Are you seriously saying that government wont consider Hyperloop because they are averse to innovation? On the contrary, "big government" has been the largest engine of innovation the past century. NASA has put people into orbit, and on to the Moon, has launched the first space stations, and made several robotic probes to other planets and the depths of space. Musk founded SpaceX which has managed to do a fraction of the things NASA has decades after them. In 1972, the Rand corporation, financed by the United States, thoroughly researched a "Very High Speed Transit System" that is similar to Musk's proposal. Sure there will be political difficulties implementing something like The Very High Speed Transit System or Hyperloop, but realistically the government is the only entity that has the foresight, money, and motivation to undertake such a project.
NASA total budget over its lifetime: $790.0 B in 2007 dollars. Just the book cost of the wars since 2001, http://costofwar.com/ 1.45 T not including future costs (debt payments, health care, net drag on economy) are roughly 2 more entire lifetime-NASAs. Wow.
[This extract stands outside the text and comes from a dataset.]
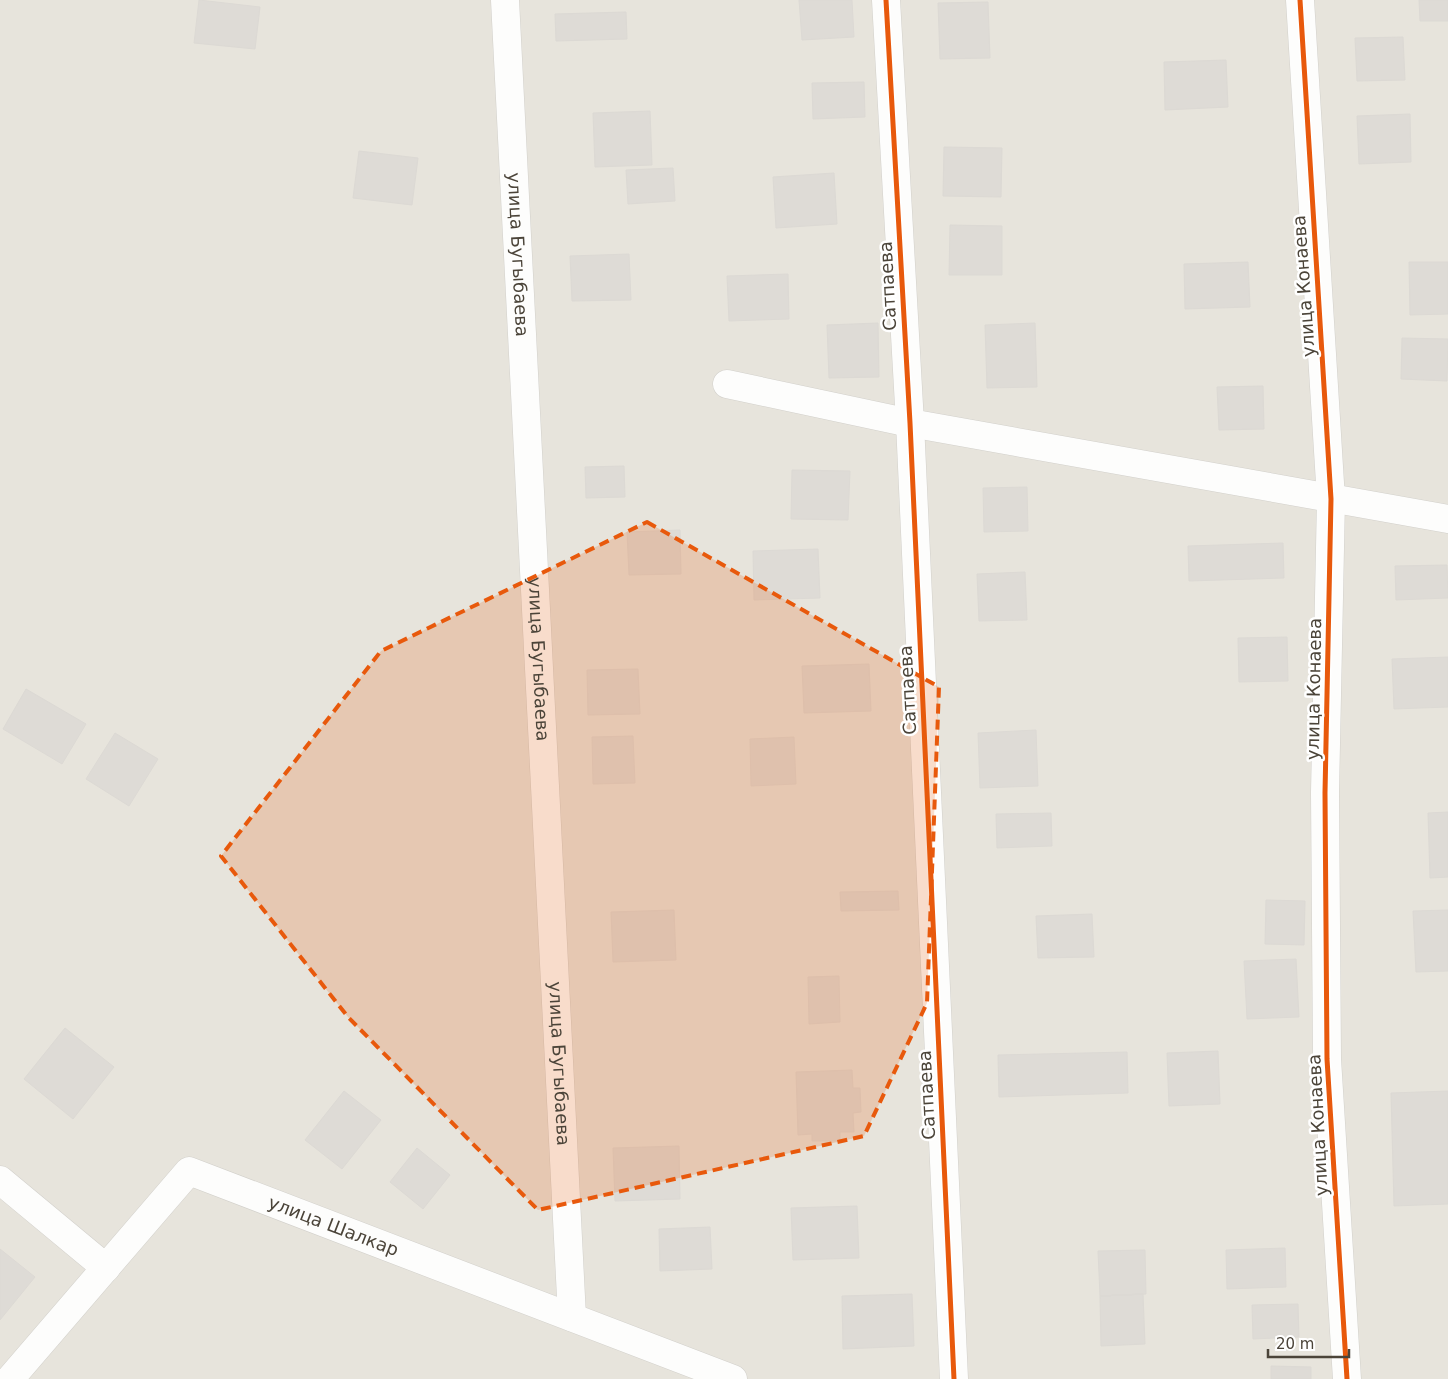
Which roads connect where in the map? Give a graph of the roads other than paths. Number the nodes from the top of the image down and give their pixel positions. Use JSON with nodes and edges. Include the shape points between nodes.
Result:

How much innovation have those two wars earned us?
How about large scale funding of science and technology is an "engine of innovation", whatever that term means.
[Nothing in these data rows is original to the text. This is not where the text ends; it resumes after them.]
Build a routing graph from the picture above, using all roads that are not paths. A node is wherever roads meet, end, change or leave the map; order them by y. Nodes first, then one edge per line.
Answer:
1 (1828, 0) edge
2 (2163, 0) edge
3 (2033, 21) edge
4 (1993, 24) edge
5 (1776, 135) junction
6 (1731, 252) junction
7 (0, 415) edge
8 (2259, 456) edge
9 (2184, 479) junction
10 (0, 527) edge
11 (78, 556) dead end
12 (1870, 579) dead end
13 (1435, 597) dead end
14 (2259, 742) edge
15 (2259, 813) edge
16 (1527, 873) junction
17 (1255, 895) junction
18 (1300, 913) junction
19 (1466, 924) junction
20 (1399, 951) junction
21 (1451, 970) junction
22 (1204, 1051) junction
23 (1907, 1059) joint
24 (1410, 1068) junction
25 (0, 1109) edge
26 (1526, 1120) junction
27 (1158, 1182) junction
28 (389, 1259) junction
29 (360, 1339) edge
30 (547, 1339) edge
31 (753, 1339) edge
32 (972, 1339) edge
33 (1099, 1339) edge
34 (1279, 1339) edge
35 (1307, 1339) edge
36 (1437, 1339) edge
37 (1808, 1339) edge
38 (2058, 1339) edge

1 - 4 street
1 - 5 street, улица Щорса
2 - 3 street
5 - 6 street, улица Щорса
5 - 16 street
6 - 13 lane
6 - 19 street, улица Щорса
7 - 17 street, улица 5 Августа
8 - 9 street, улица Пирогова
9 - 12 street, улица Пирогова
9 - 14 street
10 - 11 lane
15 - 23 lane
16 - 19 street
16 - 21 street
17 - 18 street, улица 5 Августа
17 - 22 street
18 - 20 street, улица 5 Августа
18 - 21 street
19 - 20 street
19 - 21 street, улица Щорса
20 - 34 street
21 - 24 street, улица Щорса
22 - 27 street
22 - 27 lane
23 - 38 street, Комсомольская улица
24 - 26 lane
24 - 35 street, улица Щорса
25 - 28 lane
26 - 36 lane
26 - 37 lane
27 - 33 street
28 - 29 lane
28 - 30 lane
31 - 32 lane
That's what I'm advocating, that the government spend more money on science and technology. The government is able to take risks in investing in unproven technologies and sciences where industry can't, because they aren't concerned with profit. I'm not an apologist for the wars.
Problem is, we don't have more money to spend on anything. The US government is spending twice revenue - not a position where you hemorrhage cash & credit with no concern for profit. (And no, it's not going to "stimulate the economy" back up to break-even.)
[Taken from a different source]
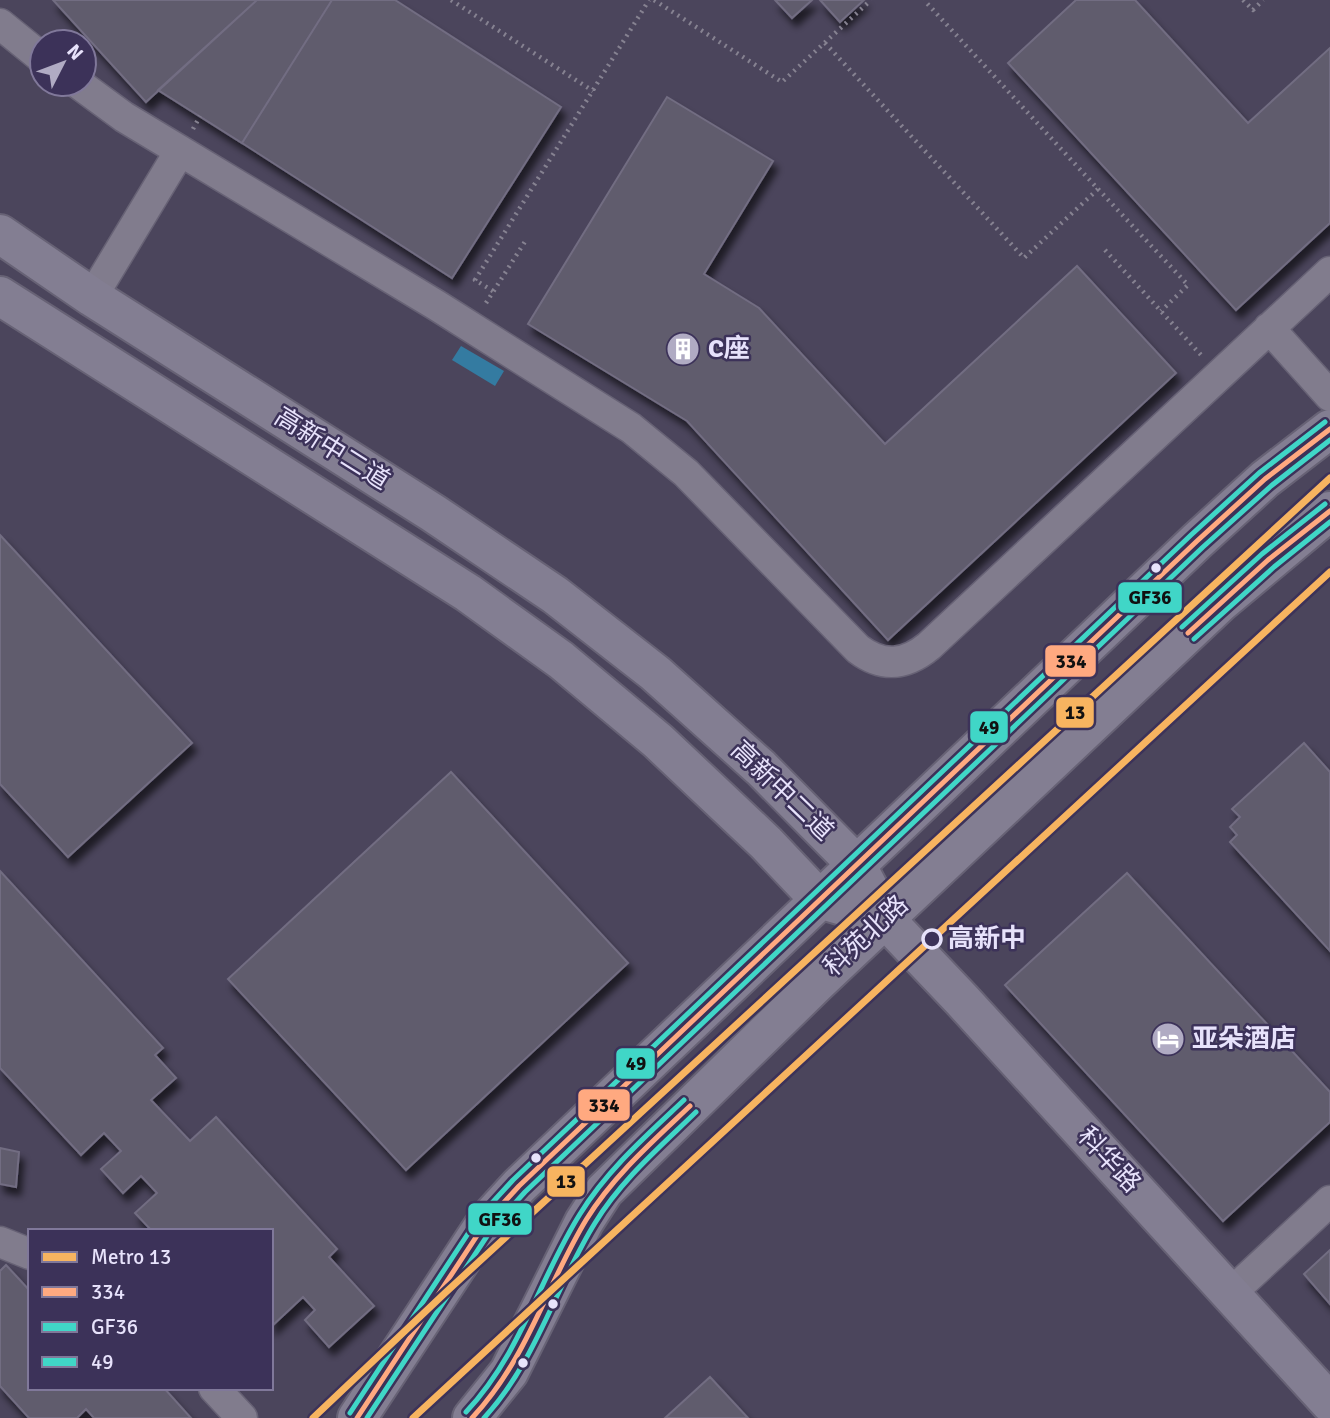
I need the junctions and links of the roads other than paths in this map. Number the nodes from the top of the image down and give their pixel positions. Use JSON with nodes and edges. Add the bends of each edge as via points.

On top of that, the government used to take such risks in unproven technologies, underlined by tolerating the non-trivial odds of spectacular lethal failure...but that was decades ago. Now it can't even make a bus door without plastering eighteen warning signs around it [1].
Exploratory spending is great when you have money to spare. We don't. Now we have to rely on Elon Musk et al to pursue outlier projects - and they only reason they can is because of the big literal payoff if it works.